Records provided:

^^^^

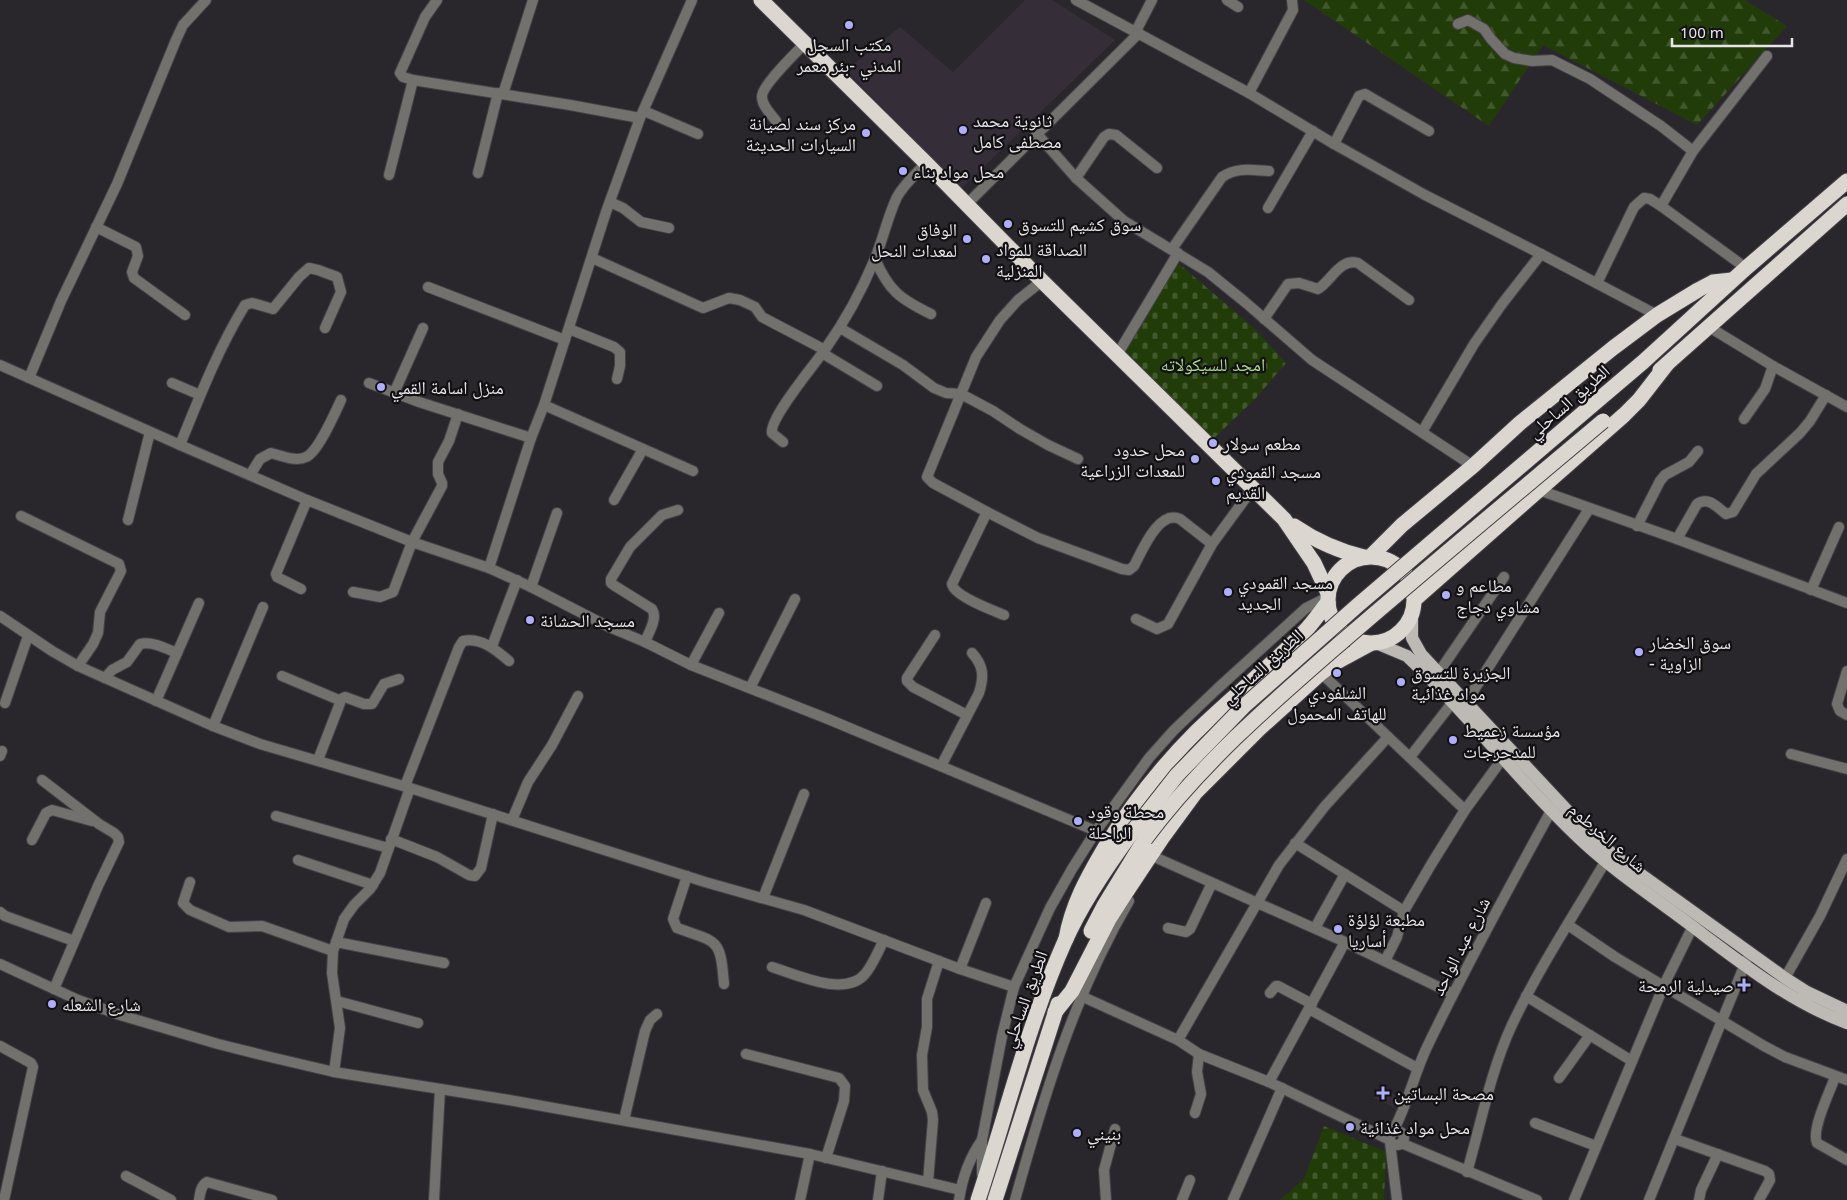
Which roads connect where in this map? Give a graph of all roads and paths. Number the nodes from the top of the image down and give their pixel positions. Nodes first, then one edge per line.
1 (206, 0) edge
2 (437, 0) edge
3 (533, 0) edge
4 (692, 0) edge
5 (761, 0) edge
6 (1076, 0) edge
7 (1152, 0) edge
8 (1227, 0) edge
9 (1292, 0) edge
10 (1238, 6) dead end
11 (1458, 24) dead end
12 (1137, 32) junction
13 (805, 43) junction
14 (1767, 56) dead end
15 (412, 80) junction
16 (500, 93) junction
17 (1249, 94) junction
18 (642, 115) junction
19 (776, 121) dead end
20 (1313, 131) junction
21 (1429, 131) dead end
22 (698, 134) dead end
23 (1038, 135) junction
24 (1334, 144) junction
25 (1693, 151) junction
26 (926, 162) junction
27 (1157, 168) dead end
28 (1269, 171) dead end
29 (478, 172) dead end
30 (389, 175) dead end
31 (1076, 178) junction
32 (1847, 181) edge
33 (610, 202) junction
34 (967, 204) junction
35 (1847, 204) edge
36 (1661, 206) junction
37 (1268, 208) dead end
38 (96, 227) junction
39 (670, 228) dead end
40 (1175, 251) junction
41 (1541, 254) junction
42 (592, 258) junction
43 (875, 259) junction
44 (1746, 268) junction
45 (1732, 280) junction
46 (1042, 281) junction
47 (1597, 283) junction
48 (428, 287) dead end
49 (1409, 300) dead end
50 (931, 314) dead end
51 (186, 315) dead end
52 (1657, 315) junction
53 (1264, 319) junction
54 (1709, 327) junction
55 (325, 328) dead end
56 (423, 328) dead end
57 (840, 328) junction
58 (569, 329) junction
59 (565, 340) junction
60 (823, 352) junction
61 (1116, 355) junction
62 (1667, 364) junction
63 (0, 365) edge
64 (1773, 366) junction
65 (29, 378) junction
66 (617, 378) dead end
67 (172, 383) dead end
68 (369, 383) dead end
69 (877, 386) dead end
70 (394, 393) junction
71 (961, 394) junction
72 (200, 395) junction
73 (1826, 395) junction
74 (341, 400) dead end
75 (544, 405) junction
76 (1847, 407) edge
77 (458, 414) junction
78 (1744, 419) dead end
79 (150, 432) junction
80 (1422, 432) junction
81 (531, 438) junction
82 (783, 442) dead end
83 (180, 445) junction
84 (643, 449) junction
85 (1698, 451) dead end
86 (1078, 459) dead end
87 (1473, 466) junction
88 (694, 471) dead end
89 (250, 476) junction
90 (1252, 488) junction
91 (1539, 490) junction
92 (307, 500) junction
93 (614, 500) dead end
94 (1589, 509) junction
95 (678, 510) dead end
96 (987, 512) junction
97 (557, 513) dead end
98 (21, 516) dead end
99 (1284, 519) junction
100 (128, 520) dead end
101 (1637, 526) junction
102 (1840, 526) dead end
103 (1677, 539) junction
104 (412, 542) junction
105 (1212, 544) junction
106 (1367, 557) junction
107 (488, 568) junction
108 (1504, 577) dead end
109 (516, 580) junction
110 (530, 586) junction
111 (301, 588) dead end
112 (1811, 590) junction
113 (353, 592) dead end
114 (1328, 597) junction
115 (795, 599) dead end
116 (1415, 599) junction
117 (199, 603) dead end
118 (1847, 603) edge
119 (263, 607) dead end
120 (719, 613) dead end
121 (1004, 615) dead end
122 (0, 616) edge
123 (1412, 616) junction
124 (1136, 619) dead end
125 (935, 635) dead end
126 (28, 636) junction
127 (645, 642) junction
128 (1373, 643) junction
129 (492, 646) junction
130 (177, 653) junction
131 (972, 653) dead end
132 (509, 661) dead end
133 (78, 666) junction
134 (691, 666) junction
135 (1847, 670) edge
136 (1439, 672) junction
137 (1321, 673) junction
138 (282, 676) dead end
139 (104, 678) junction
140 (399, 679) dead end
141 (750, 688) junction
142 (578, 696) dead end
143 (340, 700) junction
144 (156, 701) junction
145 (1467, 701) junction
146 (1452, 703) junction
147 (5, 704) dead end
148 (967, 715) junction
149 (1847, 715) edge
150 (213, 726) junction
151 (1388, 737) junction
152 (1791, 754) dead end
153 (1410, 757) junction
154 (1503, 758) junction
155 (318, 760) junction
156 (941, 766) junction
157 (1847, 769) edge
158 (42, 780) dead end
159 (407, 787) junction
160 (804, 794) dead end
161 (1555, 806) junction
162 (1465, 810) junction
163 (493, 814) junction
164 (276, 816) dead end
165 (512, 820) junction
166 (97, 823) junction
167 (1096, 831) junction
168 (1139, 835) junction
169 (32, 840) dead end
170 (1295, 843) junction
171 (390, 844) junction
172 (1152, 856) junction
173 (1847, 859) edge
174 (298, 860) dead end
175 (1605, 862) junction
176 (1345, 874) junction
177 (687, 876) junction
178 (190, 882) dead end
179 (1212, 883) junction
180 (372, 885) junction
181 (764, 898) junction
182 (1257, 902) junction
183 (986, 903) dead end
184 (1404, 911) junction
185 (0, 912) edge
186 (1568, 925) junction
187 (1692, 926) junction
188 (1168, 928) dead end
189 (1315, 928) junction
190 (1066, 939) junction
191 (884, 940) junction
192 (74, 941) junction
193 (1345, 942) junction
194 (334, 946) junction
195 (1747, 959) junction
196 (939, 961) junction
197 (1385, 961) junction
198 (444, 963) dead end
199 (0, 964) edge
200 (772, 966) dead end
201 (960, 969) junction
202 (1784, 978) junction
203 (724, 984) dead end
204 (1664, 985) junction
205 (1014, 987) junction
206 (54, 989) junction
207 (1270, 993) dead end
208 (1453, 994) junction
209 (1081, 996) junction
210 (1526, 996) junction
211 (336, 1001) junction
212 (1310, 1006) junction
213 (1847, 1011) edge
214 (1055, 1012) junction
215 (657, 1014) dead end
216 (1722, 1022) junction
217 (418, 1023) dead end
218 (1847, 1023) edge
219 (1590, 1034) junction
220 (1178, 1040) junction
221 (0, 1046) edge
222 (746, 1054) dead end
223 (1199, 1054) junction
224 (1632, 1061) junction
225 (1417, 1068) junction
226 (334, 1072) junction
227 (1835, 1077) junction
228 (1559, 1078) dead end
229 (1847, 1080) edge
230 (1269, 1082) junction
231 (1282, 1088) junction
232 (440, 1089) junction
233 (1195, 1113) dead end
234 (624, 1120) junction
235 (1535, 1122) dead end
236 (1115, 1129) dead end
237 (1397, 1138) junction
238 (1675, 1138) junction
239 (982, 1140) junction
240 (1596, 1146) junction
241 (810, 1154) junction
242 (1718, 1154) junction
243 (826, 1158) junction
244 (1847, 1160) edge
245 (882, 1171) junction
246 (1467, 1172) junction
247 (126, 1176) dead end
248 (5, 1177) edge
249 (1190, 1180) dead end
250 (928, 1182) junction
251 (960, 1195) edge
252 (980, 1195) edge
253 (4, 1200) edge
254 (171, 1200) edge
255 (199, 1200) edge
256 (272, 1200) edge
257 (434, 1200) edge
258 (800, 1200) edge
259 (878, 1200) edge
260 (996, 1200) edge
261 (1015, 1200) edge
262 (1106, 1200) edge
263 (1182, 1200) edge
264 (1234, 1200) edge
265 (1397, 1200) edge
266 (1537, 1200) edge
267 (1574, 1200) edge
268 (1648, 1200) edge
269 (1699, 1200) edge
270 (1759, 1200) edge

1 - 38 street
2 - 15 street
3 - 16 street
4 - 18 street
5 - 13 highway
6 - 12 street
7 - 12 street
8 - 10 street
9 - 17 street
11 - 25 street
12 - 17 street
12 - 23 street
13 - 19 street
13 - 26 highway
14 - 25 street
15 - 16 street
15 - 30 street
16 - 18 street
16 - 29 street
17 - 20 street
18 - 22 street
18 - 33 street
20 - 24 street
20 - 37 street
21 - 24 street
23 - 31 street
23 - 34 street
24 - 41 street
25 - 36 street
26 - 34 highway
26 - 43 street
27 - 31 street
28 - 40 street
31 - 40 street
32 - 44 highway, الطريق الساحلي
33 - 39 street
33 - 42 street
34 - 46 highway
35 - 54 highway, الطريق الساحلي
36 - 44 street
36 - 47 street
38 - 51 street
38 - 65 street
40 - 53 street
40 - 61 street
41 - 47 street
41 - 80 street
42 - 58 street
42 - 60 street
43 - 50 street
43 - 57 street
44 - 45 highway, الطريق الساحلي
45 - 52 highway
45 - 168 highway, الطريق الساحلي, bridge
46 - 61 highway
46 - 71 street
47 - 52 street
48 - 59 street
49 - 53 street
52 - 87 highway
53 - 80 street
54 - 62 highway, الطريق الساحلي
54 - 64 street
55 - 72 street
56 - 70 street
57 - 60 street
57 - 71 street
58 - 59 street
58 - 66 street
59 - 75 street
60 - 69 street
60 - 82 street
61 - 90 highway
62 - 91 highway
62 - 168 highway, الطريق الساحلي, bridge
63 - 65 street
64 - 73 street
64 - 78 street
65 - 79 street
67 - 72 street
68 - 70 street
70 - 77 street
71 - 86 street
71 - 96 street
72 - 83 street
73 - 76 street
73 - 103 street
74 - 89 street
75 - 81 street
75 - 84 street
77 - 81 street
77 - 104 street
79 - 83 street
79 - 100 street
80 - 87 street
81 - 107 street
83 - 89 street
84 - 88 street
84 - 93 street
85 - 101 street
87 - 106 highway
89 - 92 street
90 - 99 highway
90 - 105 street
91 - 94 street
91 - 116 highway
92 - 104 street
92 - 111 street
94 - 101 street
94 - 145 street
95 - 127 street
96 - 105 street
96 - 121 street
97 - 110 street
98 - 133 street
99 - 106 highway
99 - 114 highway
101 - 103 street
102 - 112 street
103 - 112 street
104 - 107 street
104 - 113 street
105 - 124 street
106 - 114 highway
106 - 116 highway
107 - 109 street
108 - 136 street
109 - 110 street
109 - 129 street
110 - 127 street
112 - 118 street
114 - 128 highway
114 - 167 street
114 - 190 highway
115 - 141 street
116 - 123 highway
117 - 130 street
119 - 150 street
120 - 134 street
122 - 126 street
123 - 128 highway
123 - 136 main road, شارع الخرطوم
125 - 148 street
126 - 133 street
126 - 147 street
127 - 134 street
128 - 137 highway
128 - 146 main road, شارع الخرطوم
129 - 132 street
129 - 159 street
130 - 139 street
130 - 144 street
131 - 148 street
133 - 139 street
134 - 141 street
135 - 149 street
136 - 145 main road, شارع الخرطوم
137 - 151 street
137 - 172 highway
138 - 143 street
139 - 144 street
140 - 143 street
141 - 156 street
142 - 165 street
143 - 155 street
144 - 150 street
145 - 161 main road, شارع الخرطوم
146 - 153 street
146 - 154 main road, شارع الخرطوم
148 - 156 street
150 - 155 street
151 - 153 street
151 - 170 street
152 - 157 street
153 - 162 street
154 - 161 main road, شارع الخرطوم
154 - 162 street
155 - 159 street
156 - 167 street
158 - 166 street
159 - 163 street
159 - 171 street
160 - 181 street
161 - 175 main road, شارع الخرطوم
161 - 195 main road, شارع الخرطوم
161 - 208 street, شارع عبد الواحد
162 - 184 street
163 - 165 street
163 - 171 street
164 - 171 street
165 - 177 street
166 - 169 street
166 - 192 street
167 - 205 street
168 - 190 highway, الطريق الساحلي
168 - 214 highway, الطريق الساحلي
170 - 176 street
170 - 182 street
171 - 180 street
172 - 179 street
172 - 209 street
172 - 214 highway
173 - 202 street
174 - 180 street
175 - 186 street
175 - 187 main road, شارع الخرطوم
176 - 184 street
176 - 189 street
177 - 181 street
177 - 203 street
178 - 194 street
179 - 182 street
179 - 188 street
180 - 194 street
181 - 191 street
182 - 189 street
182 - 220 street
183 - 201 street
184 - 197 street
185 - 192 street
186 - 204 street
186 - 210 street
187 - 195 main road, شارع الخرطوم
187 - 204 street
189 - 193 street
190 - 252 highway, الطريق الساحلي
191 - 196 street
191 - 200 street
192 - 206 street
193 - 197 street
193 - 212 street
194 - 198 street
194 - 211 street
195 - 202 main road, شارع الخرطوم
195 - 216 street
195 - 218 main road, شارع الخرطوم
196 - 201 street
196 - 250 street
197 - 208 street
199 - 206 street
201 - 205 street
202 - 213 main road, شارع الخرطوم
204 - 216 street
204 - 224 street
205 - 239 street
206 - 226 street
207 - 212 street
208 - 225 street, شارع عبد الواحد
209 - 220 street
209 - 261 street
210 - 219 street
210 - 246 street
211 - 217 street
211 - 226 street
212 - 225 street
212 - 230 street
214 - 260 highway, الطريق الساحلي
215 - 234 street
216 - 227 street
216 - 238 street
219 - 224 street
219 - 228 street
220 - 223 street
221 - 248 street
222 - 243 street
223 - 230 street
223 - 233 street
224 - 240 street
225 - 237 street, شارع عبد الواحد
226 - 232 street
227 - 229 street
227 - 244 street
230 - 231 street
231 - 237 street
231 - 264 street
232 - 234 street
232 - 257 street
234 - 241 street
235 - 240 street
236 - 262 street
237 - 246 street
237 - 265 street, شارع عبد الواحد
238 - 242 street
238 - 268 street
239 - 251 street
239 - 252 street
240 - 267 street
241 - 243 street
241 - 258 street
242 - 269 street
242 - 270 street
243 - 245 street
245 - 250 street
245 - 259 street
246 - 266 street
247 - 254 street
248 - 253 street
249 - 263 street
250 - 251 street
255 - 256 street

^^^^

Find every line above where the word "bridge" occurs, and copy that line.

45 - 168 highway, الطريق الساحلي, bridge
62 - 168 highway, الطريق الساحلي, bridge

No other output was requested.